We can already see this process at work in geriatric hospital wards. Due to an uncompromising humanist belief in the sanctity of human life, we keep people alive till they reach such a pitiful state that we are forced to ask, ‘What exactly is so sacred here?’ Due to similar humanist beliefs, in the twenty-first century we are likely to push humankind as a whole beyond its limits. The same technologies that can upgrade humans into gods might also make humans irrelevant. For example, computers powerful enough to understand and overcome the mechanisms of ageing and death will probably also be powerful enough to replace humans in any and all tasks.

Hence the real agenda in the twenty-first century is going to be far more complicated than what this long opening chapter has suggested. At present it might seem that immortality, bliss and divinity occupy the top slots on our agenda. But once we come nearer to achieving these goals the resulting upheavals are likely to deflect us towards entirely different destinations. The future described in this
chapter is merely the future of the past – i.e. a future based on the ideas and hopes that dominated the world for the last 300 years.
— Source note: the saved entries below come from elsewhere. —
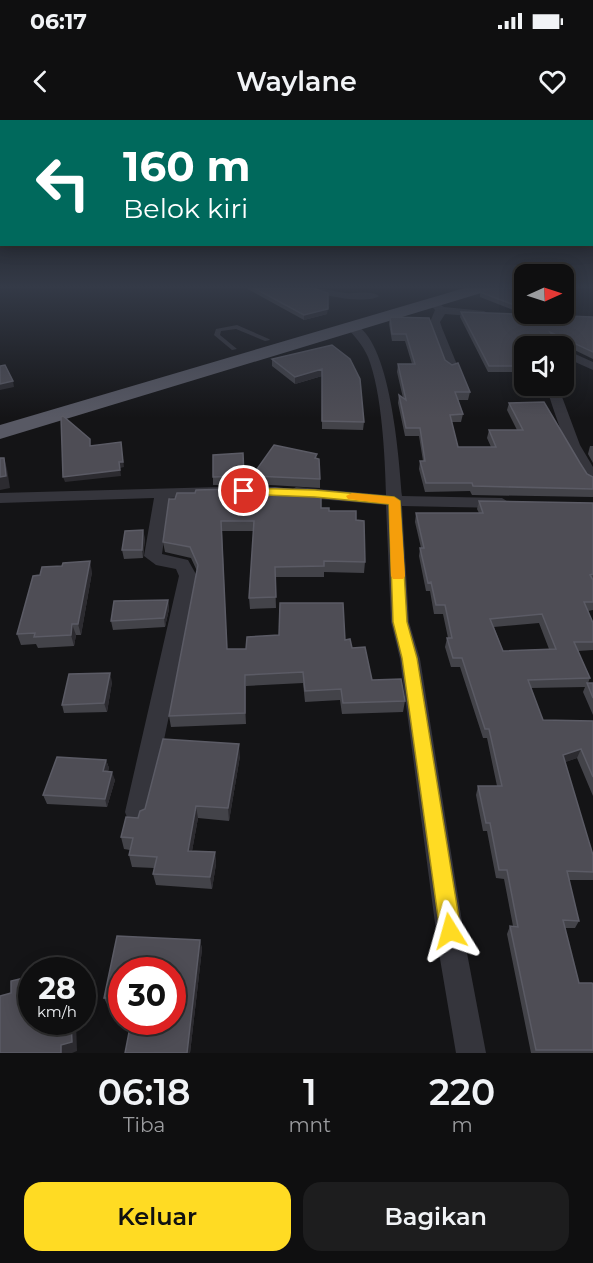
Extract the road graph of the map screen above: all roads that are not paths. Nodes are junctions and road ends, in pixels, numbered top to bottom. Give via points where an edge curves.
1 (291, 331) edge
2 (342, 331) edge
3 (356, 331) edge
4 (437, 331) edge
5 (574, 357) edge
6 (593, 366) edge
7 (452, 367) edge
8 (556, 396) edge
9 (0, 418) edge
10 (0, 432) edge
11 (593, 480) edge
12 (232, 492) edge
13 (285, 492) edge
14 (163, 494) junction
15 (0, 498) edge
16 (394, 501) junction
17 (516, 503) edge
18 (137, 812) edge
19 (471, 1053) edge

1 - 9 highway
2 - 10 highway via 311,344
3 - 16 street via 374,357 379,378 392,457
4 - 7 street
5 - 6 street
8 - 11 street via 573,445
12 - 14 street
13 - 16 street
14 - 15 street
14 - 18 street via 153,556 182,564 188,586
16 - 17 street
16 - 19 street via 400,622 410,658

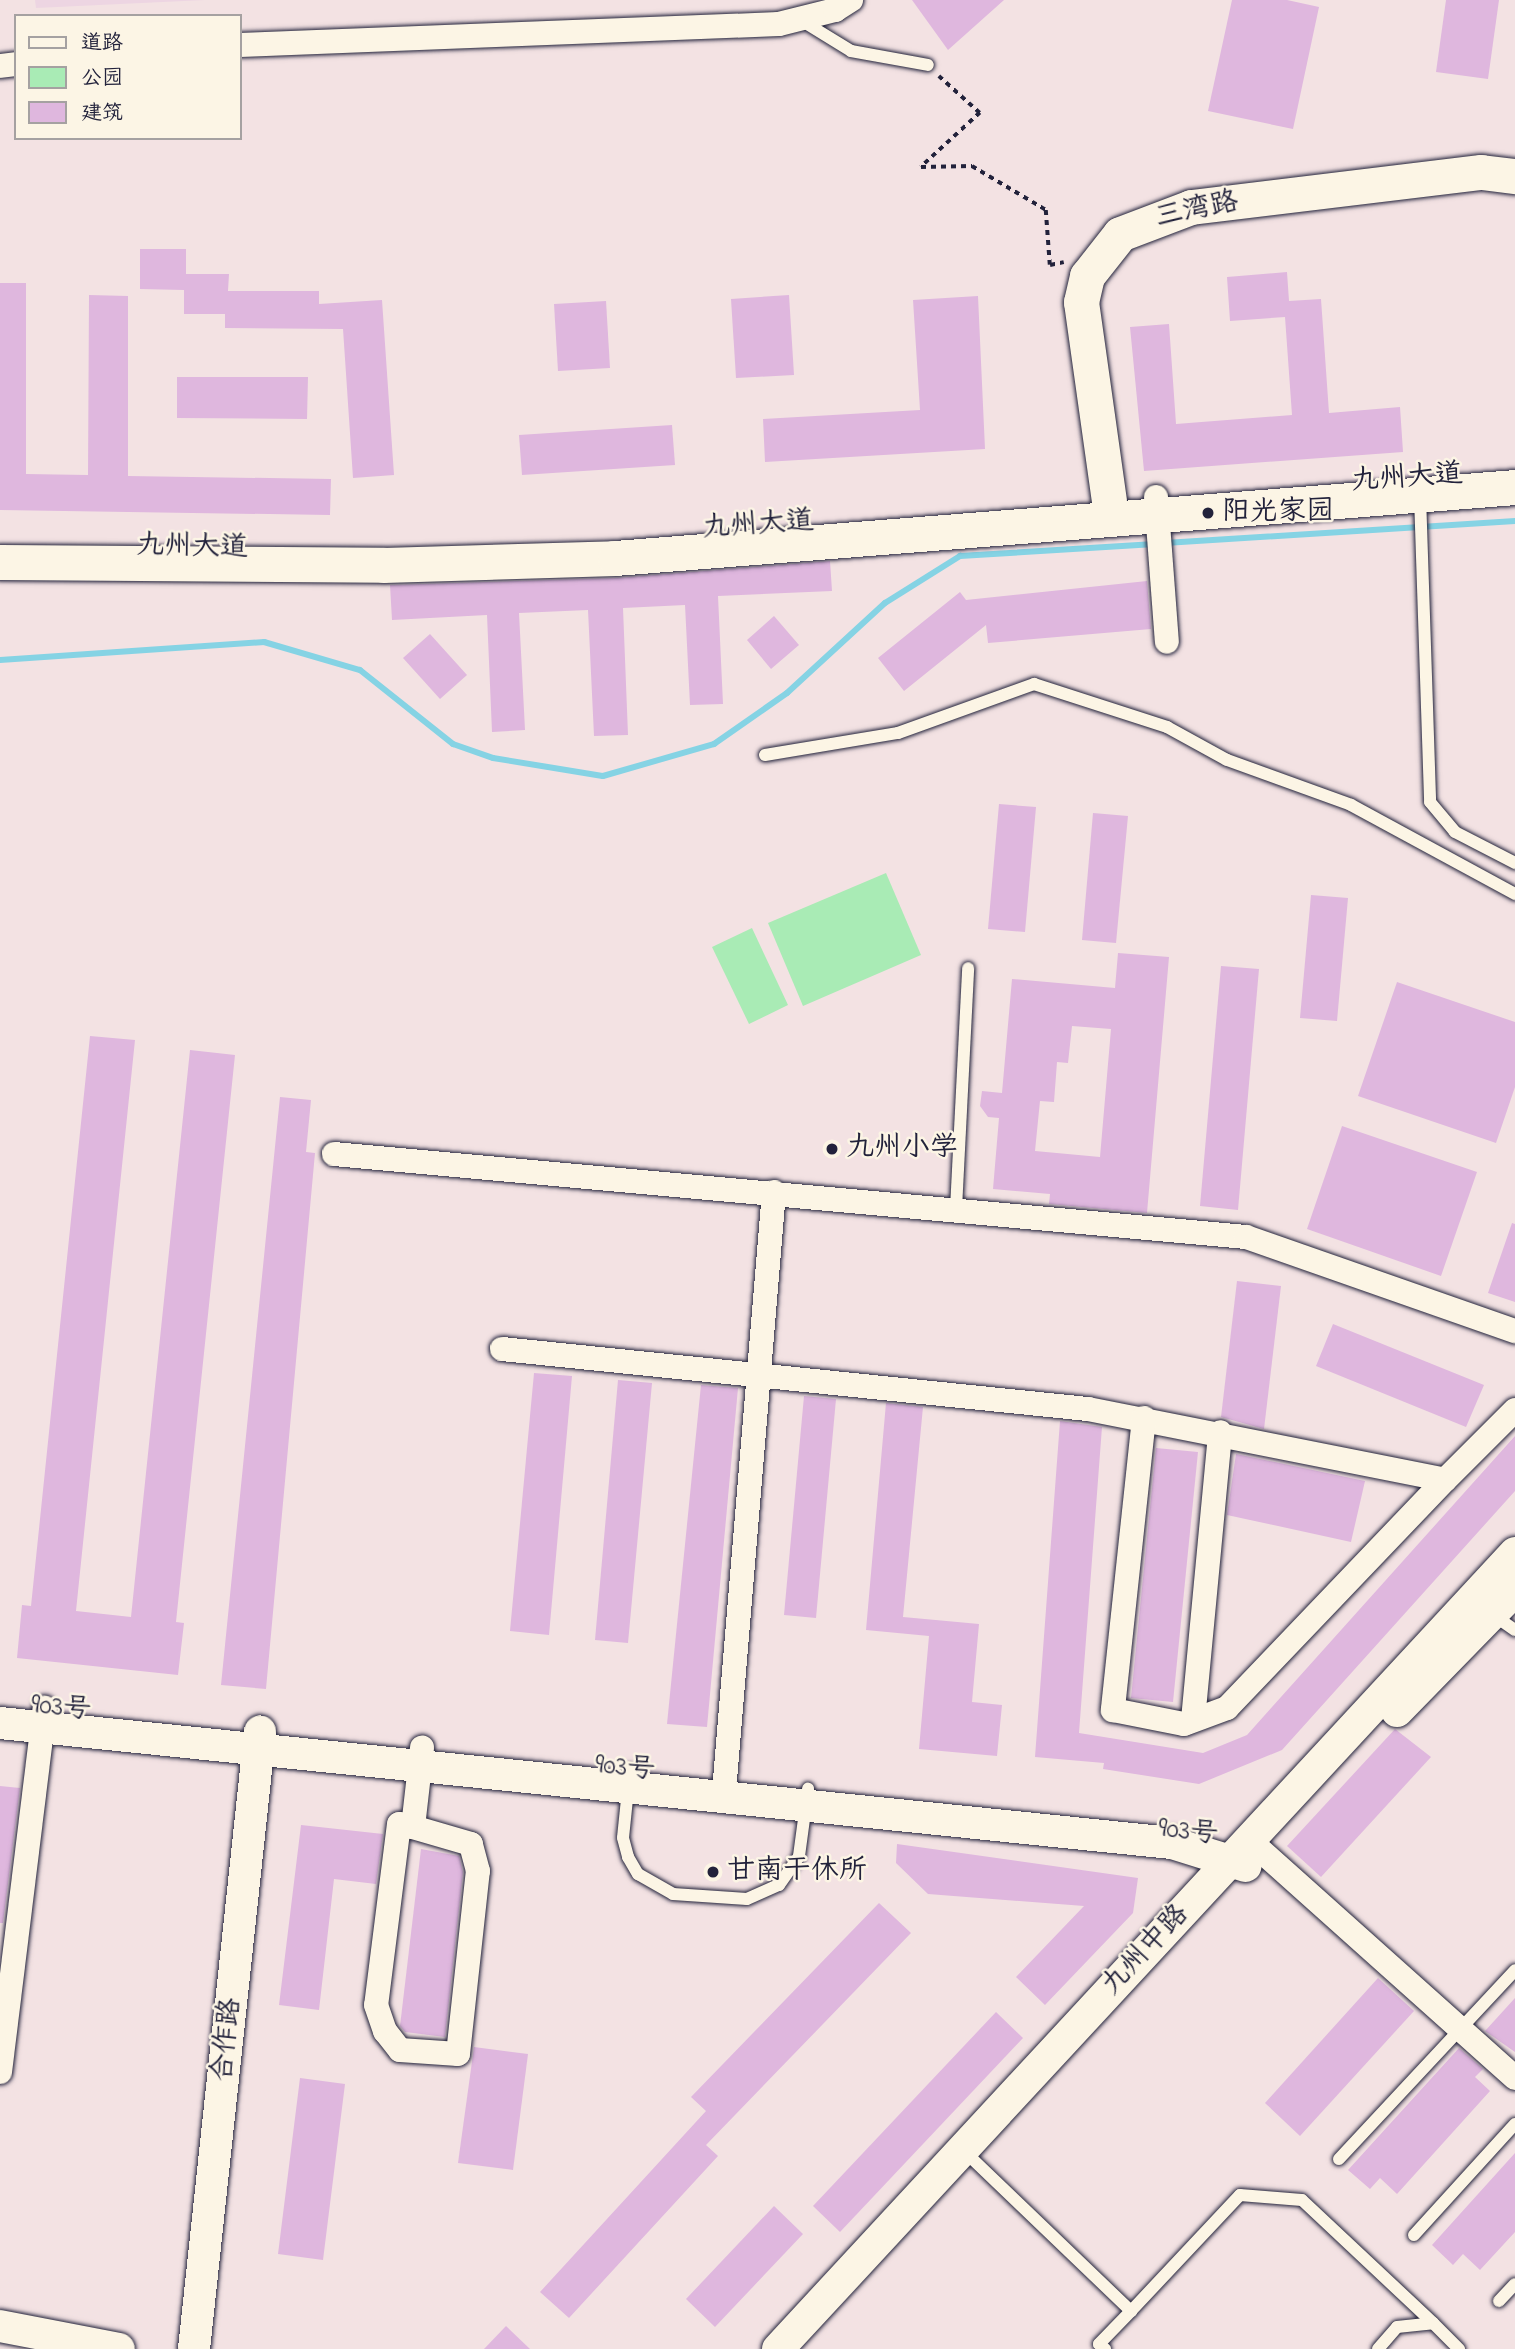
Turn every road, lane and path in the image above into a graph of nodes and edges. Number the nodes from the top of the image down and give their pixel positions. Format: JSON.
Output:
{"nodes":[{"id":1,"x":851,"y":0,"type":"edge"},
{"id":2,"x":799,"y":19,"type":"junction"},
{"id":3,"x":242,"y":44,"type":"edge"},
{"id":4,"x":928,"y":65,"type":"joint"},
{"id":5,"x":1515,"y":176,"type":"edge"},
{"id":6,"x":1100,"y":252,"type":"junction"},
{"id":7,"x":1515,"y":473,"type":"edge"},
{"id":8,"x":1515,"y":487,"type":"edge"},
{"id":9,"x":1420,"y":493,"type":"junction"},
{"id":10,"x":1109,"y":501,"type":"junction"},
{"id":11,"x":1157,"y":514,"type":"junction"},
{"id":12,"x":0,"y":545,"type":"edge"},
{"id":13,"x":0,"y":562,"type":"edge"},
{"id":14,"x":1167,"y":642,"type":"dead end"},
{"id":15,"x":765,"y":755,"type":"dead end"},
{"id":16,"x":1515,"y":863,"type":"edge"},
{"id":17,"x":1515,"y":894,"type":"edge"},
{"id":18,"x":968,"y":968,"type":"dead end"},
{"id":19,"x":334,"y":1154,"type":"dead end"},
{"id":20,"x":774,"y":1192,"type":"junction"},
{"id":21,"x":956,"y":1209,"type":"junction"},
{"id":22,"x":1515,"y":1331,"type":"edge"},
{"id":23,"x":502,"y":1349,"type":"dead end"},
{"id":24,"x":759,"y":1373,"type":"junction"},
{"id":25,"x":1515,"y":1410,"type":"edge"},
{"id":26,"x":1144,"y":1418,"type":"junction"},
{"id":27,"x":1220,"y":1432,"type":"junction"},
{"id":28,"x":1445,"y":1480,"type":"junction"},
{"id":29,"x":1515,"y":1553,"type":"edge"},
{"id":30,"x":1515,"y":1590,"type":"edge"},
{"id":31,"x":1504,"y":1622,"type":"edge"},
{"id":32,"x":0,"y":1703,"type":"edge"},
{"id":33,"x":44,"y":1718,"type":"junction"},
{"id":34,"x":1193,"y":1720,"type":"junction"},
{"id":35,"x":0,"y":1724,"type":"edge"},
{"id":36,"x":259,"y":1741,"type":"junction"},
{"id":37,"x":420,"y":1759,"type":"junction"},
{"id":38,"x":629,"y":1779,"type":"junction"},
{"id":39,"x":725,"y":1780,"type":"junction"},
{"id":40,"x":807,"y":1798,"type":"junction"},
{"id":41,"x":413,"y":1827,"type":"junction"},
{"id":42,"x":1247,"y":1854,"type":"junction"},
{"id":43,"x":1515,"y":1970,"type":"edge"},
{"id":44,"x":1461,"y":2029,"type":"junction"},
{"id":45,"x":0,"y":2072,"type":"edge"},
{"id":46,"x":1515,"y":2078,"type":"edge"},
{"id":47,"x":1515,"y":2124,"type":"edge"},
{"id":48,"x":970,"y":2156,"type":"junction"},
{"id":49,"x":1339,"y":2159,"type":"dead end"},
{"id":50,"x":1414,"y":2235,"type":"dead end"},
{"id":51,"x":1515,"y":2284,"type":"edge"},
{"id":52,"x":1499,"y":2301,"type":"dead end"},
{"id":53,"x":1130,"y":2311,"type":"junction"},
{"id":54,"x":1433,"y":2323,"type":"junction"},
{"id":55,"x":0,"y":2326,"type":"edge"},
{"id":56,"x":119,"y":2349,"type":"edge"},
{"id":57,"x":194,"y":2349,"type":"edge"},
{"id":58,"x":778,"y":2349,"type":"edge"},
{"id":59,"x":801,"y":2349,"type":"edge"},
{"id":60,"x":1105,"y":2349,"type":"edge"},
{"id":61,"x":1378,"y":2349,"type":"edge"},
{"id":62,"x":1459,"y":2349,"type":"edge"}],
"edges":[{"from":1,"to":2,"type":"street"},
{"from":2,"to":3,"type":"street"},
{"from":2,"to":4,"type":"lane"},
{"from":4,"to":6,"type":"path"},
{"from":5,"to":6,"type":"main road","name":"三湾路"},
{"from":6,"to":10,"type":"main road"},
{"from":7,"to":9,"type":"main road","name":"九州大道"},
{"from":8,"to":9,"type":"main road"},
{"from":9,"to":11,"type":"main road","name":"九州大道"},
{"from":9,"to":16,"type":"lane"},
{"from":10,"to":11,"type":"main road","name":"九州大道"},
{"from":10,"to":12,"type":"main road","name":"九州大道"},
{"from":11,"to":13,"type":"main road"},
{"from":11,"to":14,"type":"street"},
{"from":15,"to":17,"type":"lane"},
{"from":18,"to":21,"type":"lane"},
{"from":19,"to":20,"type":"street"},
{"from":20,"to":21,"type":"street"},
{"from":20,"to":24,"type":"street"},
{"from":21,"to":22,"type":"street"},
{"from":23,"to":24,"type":"street"},
{"from":24,"to":26,"type":"street"},
{"from":24,"to":39,"type":"street"},
{"from":25,"to":28,"type":"street"},
{"from":26,"to":27,"type":"street"},
{"from":26,"to":34,"type":"street"},
{"from":27,"to":28,"type":"street"},
{"from":27,"to":34,"type":"street"},
{"from":28,"to":34,"type":"street"},
{"from":29,"to":42,"type":"street","name":"九州中路"},
{"from":30,"to":31,"type":"street"},
{"from":31,"to":42,"type":"street"},
{"from":32,"to":33,"type":"street","name":"903号"},
{"from":33,"to":35,"type":"street"},
{"from":33,"to":36,"type":"street","name":"903号"},
{"from":33,"to":45,"type":"street"},
{"from":36,"to":37,"type":"street","name":"903号"},
{"from":36,"to":57,"type":"street","name":"合作路"},
{"from":37,"to":38,"type":"street","name":"903号"},
{"from":37,"to":41,"type":"street"},
{"from":38,"to":39,"type":"street","name":"903号"},
{"from":38,"to":40,"type":"street"},
{"from":38,"to":40,"type":"lane"},
{"from":39,"to":40,"type":"street","name":"903号"},
{"from":40,"to":42,"type":"street","name":"903号"},
{"from":41,"to":41,"type":"street"},
{"from":42,"to":44,"type":"street"},
{"from":42,"to":48,"type":"street","name":"九州中路"},
{"from":43,"to":44,"type":"lane"},
{"from":44,"to":46,"type":"street"},
{"from":44,"to":49,"type":"lane"},
{"from":47,"to":50,"type":"lane"},
{"from":48,"to":53,"type":"lane"},
{"from":48,"to":58,"type":"street","name":"九州中路"},
{"from":48,"to":59,"type":"street"},
{"from":51,"to":52,"type":"lane"},
{"from":53,"to":54,"type":"lane"},
{"from":53,"to":60,"type":"lane"},
{"from":54,"to":61,"type":"lane"},
{"from":54,"to":62,"type":"lane"},
{"from":55,"to":56,"type":"street"}]}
The real future – i.e. a future born of the new ideas and hopes of the twenty-first century – might be completely different.

To understand all this we need to go back and investigate who
Homo sapiens
really is, how humanism became the dominant world religion and why attempting to fulfil the humanist dream is likely to cause its disintegration. This is the basic plan of the book.

The first part of the book looks at the relationship between
Homo sapiens
and other animals, in an attempt to comprehend what makes our species so special. Some readers may wonder why animals receive so much attention in a book about the future. In my view, you cannot have a serious discussion about the nature and future of humankind without beginning with our fellow animals.
Homo sapiens
does its best to forget the fact, but it is an animal. And it is doubly important to remember our origins at a time when we seek to turn ourselves into gods. No investigation of our divine future can ignore our own animal past, or our relations with other animals – because the relationship between humans and animals is the best model we have for future relations between superhumans and humans. You want to know how super-intelligent cyborgs might treat ordinary flesh-and-blood humans? Better start by investigating how humans treat their less intelligent animal cousins. It’s not a perfect analogy, of course, but it is the best archetype we can actually observe rather than just imagine.